- _Prompt_: If a record holds a picture, drop the picture and return the rest of the record word for word.

Stored items:
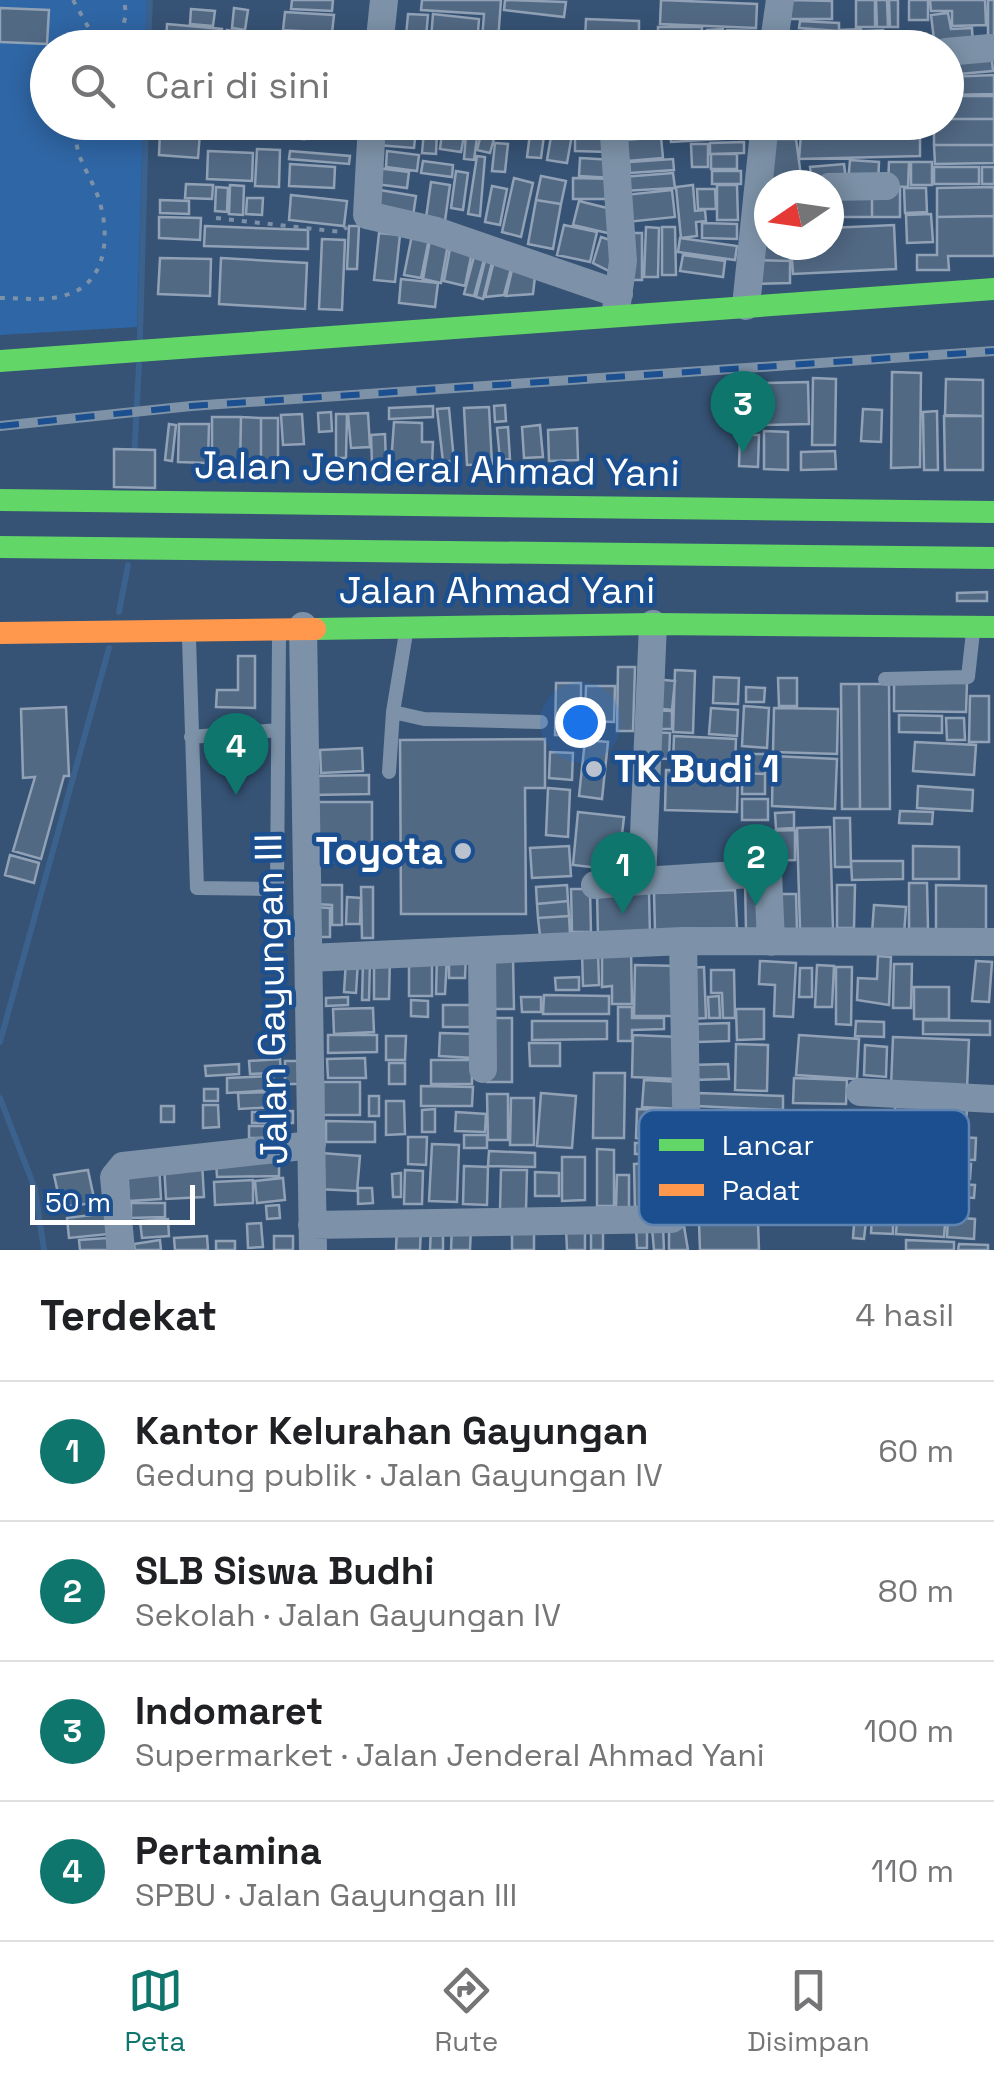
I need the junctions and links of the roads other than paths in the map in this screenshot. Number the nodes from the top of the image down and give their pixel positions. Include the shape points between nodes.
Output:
1 (384, 0) edge
2 (780, 0) edge
3 (381, 30) edge
4 (775, 30) edge
5 (990, 48) dead end
6 (964, 50) edge
7 (370, 140) edge
8 (615, 140) edge
9 (765, 140) edge
10 (764, 170) edge
11 (886, 186) dead end
12 (844, 187) edge
13 (754, 254) edge
14 (994, 289) edge
15 (617, 305) junction
16 (746, 306) junction
17 (0, 361) edge
18 (0, 500) edge
19 (994, 512) edge
20 (0, 547) edge
21 (752, 553) junction
22 (994, 558) edge
23 (801, 580) dead end
24 (834, 599) dead end
25 (653, 624) junction
26 (291, 626) junction
27 (406, 626) junction
28 (883, 626) junction
29 (189, 627) junction
30 (984, 627) edge
31 (0, 633) edge
32 (885, 679) dead end
33 (394, 712) junction
34 (541, 722) dead end
35 (278, 730) junction
36 (192, 737) junction
37 (389, 772) dead end
38 (642, 881) junction
39 (595, 885) dead end
40 (683, 941) junction
41 (771, 942) junction
42 (994, 942) edge
43 (482, 950) junction
44 (310, 958) junction
45 (483, 1068) dead end
46 (860, 1092) dead end
47 (994, 1099) edge
48 (686, 1110) edge
49 (312, 1145) junction
50 (639, 1221) edge
51 (312, 1238) edge
52 (120, 1250) edge

1 - 3 street
2 - 4 street
5 - 6 street
7 - 15 street via 364,211 374,218 436,231
8 - 15 street via 622,206
9 - 10 street
11 - 12 street
13 - 16 street
14 - 16 main road
15 - 16 main road
15 - 17 main road
18 - 19 main road, Jalan Jenderal Ahmad Yani
20 - 21 main road
21 - 22 main road
21 - 23 main road
24 - 28 main road
25 - 27 main road, Jalan Ahmad Yani
25 - 28 main road, Jalan Ahmad Yani
25 - 38 street
26 - 27 main road, Jalan Ahmad Yani
26 - 29 main road, Jalan Ahmad Yani
26 - 35 lane
26 - 44 street, Jalan Gayungan III
27 - 33 lane
28 - 30 main road, Jalan Ahmad Yani
29 - 31 main road, Jalan Ahmad Yani
29 - 36 lane
30 - 32 lane via 968,678
33 - 34 lane
33 - 37 lane
35 - 36 lane
35 - 36 lane via 277,885 270,888 197,888
38 - 39 street
38 - 41 street via 768,874
40 - 41 street
40 - 43 street
40 - 48 street
41 - 42 street
43 - 44 street
43 - 45 street
44 - 49 street, Jalan Gayungan III
46 - 47 street
49 - 51 street, Jalan Gayungan III
49 - 52 street via 123,1166 114,1176
50 - 51 street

- _Answer to this problem_:
I need the junctions and links of the roads other than paths in the map in this screenshot. Number the nodes from the top of the image down and give their pixel positions. Include the shape points between nodes.
Output:
1 (384, 0) edge
2 (780, 0) edge
3 (381, 30) edge
4 (775, 30) edge
5 (990, 48) dead end
6 (964, 50) edge
7 (370, 140) edge
8 (615, 140) edge
9 (765, 140) edge
10 (764, 170) edge
11 (886, 186) dead end
12 (844, 187) edge
13 (754, 254) edge
14 (994, 289) edge
15 (617, 305) junction
16 (746, 306) junction
17 (0, 361) edge
18 (0, 500) edge
19 (994, 512) edge
20 (0, 547) edge
21 (752, 553) junction
22 (994, 558) edge
23 (801, 580) dead end
24 (834, 599) dead end
25 (653, 624) junction
26 (291, 626) junction
27 (406, 626) junction
28 (883, 626) junction
29 (189, 627) junction
30 (984, 627) edge
31 (0, 633) edge
32 (885, 679) dead end
33 (394, 712) junction
34 (541, 722) dead end
35 (278, 730) junction
36 (192, 737) junction
37 (389, 772) dead end
38 (642, 881) junction
39 (595, 885) dead end
40 (683, 941) junction
41 (771, 942) junction
42 (994, 942) edge
43 (482, 950) junction
44 (310, 958) junction
45 (483, 1068) dead end
46 (860, 1092) dead end
47 (994, 1099) edge
48 (686, 1110) edge
49 (312, 1145) junction
50 (639, 1221) edge
51 (312, 1238) edge
52 (120, 1250) edge

1 - 3 street
2 - 4 street
5 - 6 street
7 - 15 street via 364,211 374,218 436,231
8 - 15 street via 622,206
9 - 10 street
11 - 12 street
13 - 16 street
14 - 16 main road
15 - 16 main road
15 - 17 main road
18 - 19 main road, Jalan Jenderal Ahmad Yani
20 - 21 main road
21 - 22 main road
21 - 23 main road
24 - 28 main road
25 - 27 main road, Jalan Ahmad Yani
25 - 28 main road, Jalan Ahmad Yani
25 - 38 street
26 - 27 main road, Jalan Ahmad Yani
26 - 29 main road, Jalan Ahmad Yani
26 - 35 lane
26 - 44 street, Jalan Gayungan III
27 - 33 lane
28 - 30 main road, Jalan Ahmad Yani
29 - 31 main road, Jalan Ahmad Yani
29 - 36 lane
30 - 32 lane via 968,678
33 - 34 lane
33 - 37 lane
35 - 36 lane
35 - 36 lane via 277,885 270,888 197,888
38 - 39 street
38 - 41 street via 768,874
40 - 41 street
40 - 43 street
40 - 48 street
41 - 42 street
43 - 44 street
43 - 45 street
44 - 49 street, Jalan Gayungan III
46 - 47 street
49 - 51 street, Jalan Gayungan III
49 - 52 street via 123,1166 114,1176
50 - 51 street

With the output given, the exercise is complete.